The U.S. District Court for the District of Columbia upheld the U.S. Securities and Exchange Commission (SEC) final rule implementing regulations pursuant to Section 1502 of the 2010 Dodd-Frank Wall Street Reform and Consumer Protection Act related to the use of conflict minerals. The Act defines "conflict minerals" as coltan, cassiterite, gold, wolframite; their derivatives (including tantalum, tin, and tungsten); or any other mineral or its derivatives, which finances the conflict in the Democratic Republic of the Congo (DRC) or any adjoining country.

The National Association of Manufacturers, the U.S. Chamber of Commerce, and Business Roundtable challenged various aspects of SEC's final rule in U.S. federal district court as arbitrary and capricious under the Administrative Procedure Act and claimed that the disclosures required to be made to the SEC run afoul of the First Amendment. In a July 23, 2013 ruling, the court found no problems with the SEC's rulemaking, disagreed that the "conflict minerals" disclosure scheme transgresses the First Amendment, and ruled that the Plaintiffs' claim lacked merit and denied their motion for summary judgment.

In ruling on the plaintiffs' challenge regarding the SEC's decision not to establish a de minimis exception, the court found that the Commission's decision not to adopt such an exception was not, as the plaintiffs had asserted, arbitrary and capricious. The court's reasoning was, in part, that since many products use conflict minerals in small amounts, the adoption of a de minimis threshold could serve to undermine the impact of the rule. Moreover, the court agreed with SEC's view that industry's concerns about the lack of a de minimis exception are somewhat mitigated by the rule's requirements that use of conflict minerals need only be reported where they are intentionally added to and necessary to the functionality of a product.

The Dodd-Frank Act requires that a company that is obligated to file reports under the Securities Exchange Act of 1934 and may use a conflict mineral in a product it manufactures or contracts for manufacture, must report such use of the mineral annually to the SEC. Prior to reporting, companies must conduct a reasonable inquiry into the country of origin of the minerals. Any company that determines it may be using a conflict mineral as a result of the inquiry, must conduct a "due diligence" inquiry into the source of the mineral. The rule also requires disclosure to the public through the Internet. The first reports will be due May 31, 2014, and will cover calendar year 2013.

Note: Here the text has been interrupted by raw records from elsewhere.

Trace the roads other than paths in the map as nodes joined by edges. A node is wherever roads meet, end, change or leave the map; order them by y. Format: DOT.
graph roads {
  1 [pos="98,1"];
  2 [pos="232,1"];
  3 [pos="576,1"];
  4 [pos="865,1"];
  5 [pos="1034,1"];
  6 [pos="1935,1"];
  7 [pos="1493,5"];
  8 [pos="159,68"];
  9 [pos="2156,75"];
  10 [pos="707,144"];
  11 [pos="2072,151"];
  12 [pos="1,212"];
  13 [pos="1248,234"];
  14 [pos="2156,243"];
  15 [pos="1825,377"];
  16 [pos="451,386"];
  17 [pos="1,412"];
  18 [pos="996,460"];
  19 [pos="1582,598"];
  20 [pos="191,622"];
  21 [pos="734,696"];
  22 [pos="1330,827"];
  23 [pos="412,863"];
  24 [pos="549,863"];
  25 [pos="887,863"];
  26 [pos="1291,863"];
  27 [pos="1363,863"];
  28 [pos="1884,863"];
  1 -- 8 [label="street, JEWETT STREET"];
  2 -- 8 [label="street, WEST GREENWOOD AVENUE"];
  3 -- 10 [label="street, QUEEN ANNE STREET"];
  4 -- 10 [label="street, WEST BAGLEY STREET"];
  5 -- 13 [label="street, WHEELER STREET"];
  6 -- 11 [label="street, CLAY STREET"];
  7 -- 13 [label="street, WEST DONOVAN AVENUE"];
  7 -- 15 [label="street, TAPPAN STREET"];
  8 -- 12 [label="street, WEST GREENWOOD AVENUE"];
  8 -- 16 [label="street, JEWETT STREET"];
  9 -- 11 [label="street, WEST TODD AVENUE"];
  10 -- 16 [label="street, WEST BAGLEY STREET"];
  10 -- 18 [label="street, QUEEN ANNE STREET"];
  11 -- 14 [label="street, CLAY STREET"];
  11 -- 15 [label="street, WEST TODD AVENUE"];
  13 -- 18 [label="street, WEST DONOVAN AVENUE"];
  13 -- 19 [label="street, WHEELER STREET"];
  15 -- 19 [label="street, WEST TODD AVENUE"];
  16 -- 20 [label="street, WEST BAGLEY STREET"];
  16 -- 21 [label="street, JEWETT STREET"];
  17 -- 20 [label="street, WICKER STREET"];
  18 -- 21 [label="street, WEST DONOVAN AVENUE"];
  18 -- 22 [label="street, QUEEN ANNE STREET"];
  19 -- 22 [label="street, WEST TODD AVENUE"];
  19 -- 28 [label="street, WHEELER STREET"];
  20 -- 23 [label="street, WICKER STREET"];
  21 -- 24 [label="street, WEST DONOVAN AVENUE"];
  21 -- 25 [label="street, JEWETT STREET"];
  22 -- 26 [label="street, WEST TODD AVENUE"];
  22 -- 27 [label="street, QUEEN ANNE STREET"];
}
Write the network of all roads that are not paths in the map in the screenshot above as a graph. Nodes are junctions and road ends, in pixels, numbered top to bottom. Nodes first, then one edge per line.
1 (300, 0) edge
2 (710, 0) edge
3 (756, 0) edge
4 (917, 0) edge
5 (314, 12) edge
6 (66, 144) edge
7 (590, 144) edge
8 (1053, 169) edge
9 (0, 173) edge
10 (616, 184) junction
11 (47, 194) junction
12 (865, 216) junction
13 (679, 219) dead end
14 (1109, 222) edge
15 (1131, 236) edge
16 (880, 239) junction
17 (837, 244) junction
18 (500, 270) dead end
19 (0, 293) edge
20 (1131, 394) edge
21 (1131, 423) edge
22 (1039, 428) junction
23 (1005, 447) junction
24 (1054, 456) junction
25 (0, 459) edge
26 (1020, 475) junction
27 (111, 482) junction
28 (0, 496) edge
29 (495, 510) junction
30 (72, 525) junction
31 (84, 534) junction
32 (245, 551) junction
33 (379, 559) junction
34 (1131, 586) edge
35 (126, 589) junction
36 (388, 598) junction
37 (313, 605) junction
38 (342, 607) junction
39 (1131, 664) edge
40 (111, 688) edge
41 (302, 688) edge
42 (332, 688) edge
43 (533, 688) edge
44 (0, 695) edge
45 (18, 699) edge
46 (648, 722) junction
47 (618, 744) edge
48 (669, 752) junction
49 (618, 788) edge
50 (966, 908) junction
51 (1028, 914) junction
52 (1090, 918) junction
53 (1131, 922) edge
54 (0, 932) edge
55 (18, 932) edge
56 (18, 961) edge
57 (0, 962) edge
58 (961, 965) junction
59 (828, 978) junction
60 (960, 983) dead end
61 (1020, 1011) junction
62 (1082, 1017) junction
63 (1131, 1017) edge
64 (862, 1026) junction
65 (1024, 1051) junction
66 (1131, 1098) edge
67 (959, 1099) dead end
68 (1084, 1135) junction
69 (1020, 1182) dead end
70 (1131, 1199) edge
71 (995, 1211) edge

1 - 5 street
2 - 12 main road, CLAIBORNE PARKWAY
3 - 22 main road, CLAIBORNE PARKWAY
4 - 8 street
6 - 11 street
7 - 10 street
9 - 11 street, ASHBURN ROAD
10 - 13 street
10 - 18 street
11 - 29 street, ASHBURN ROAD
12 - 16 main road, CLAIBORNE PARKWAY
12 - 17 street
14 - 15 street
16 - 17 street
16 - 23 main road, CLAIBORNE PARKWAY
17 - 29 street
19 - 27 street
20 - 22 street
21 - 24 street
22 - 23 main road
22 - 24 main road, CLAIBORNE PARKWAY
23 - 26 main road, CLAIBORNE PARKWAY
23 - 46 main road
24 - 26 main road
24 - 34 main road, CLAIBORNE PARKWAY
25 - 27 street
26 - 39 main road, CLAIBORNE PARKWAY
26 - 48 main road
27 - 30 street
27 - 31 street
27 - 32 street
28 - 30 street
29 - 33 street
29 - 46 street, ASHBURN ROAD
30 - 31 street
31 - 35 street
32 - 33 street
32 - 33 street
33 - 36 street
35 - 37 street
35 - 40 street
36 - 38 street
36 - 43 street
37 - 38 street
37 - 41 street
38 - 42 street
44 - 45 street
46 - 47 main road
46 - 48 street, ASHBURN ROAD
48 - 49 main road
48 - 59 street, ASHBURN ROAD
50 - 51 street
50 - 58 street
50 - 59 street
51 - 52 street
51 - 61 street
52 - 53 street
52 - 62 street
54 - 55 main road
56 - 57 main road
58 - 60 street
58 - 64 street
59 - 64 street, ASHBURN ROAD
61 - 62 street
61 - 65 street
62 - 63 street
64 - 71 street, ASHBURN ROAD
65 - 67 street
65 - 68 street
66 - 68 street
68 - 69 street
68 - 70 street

Prior to SEC's issuance of the final rule in August, 2012, industry submitted comments requesting that the Commission explicitly exempt catalysts and other organic metal compounds from the scope of the rule. While the final rule did make mention of industry comments in this regard, the language does not provide for any clear exemption for such materials from the reporting requirements under the rule. While the scope of the rule is limited to the minerals and the three metal derivatives, it is ambiguous as to whether substances (e.g., catalysts and the like) that are produced from tin, tantalum, tungsten, and gold (the 3TGs) are exempt. Therefore, food-contact materials that contain derivatives of the 3TG metals likely would be considered to fall within the reporting requirements.

Plaintiffs have 60 days to file a notice of appeal with the Court of Appeals for the D.C. Circuit.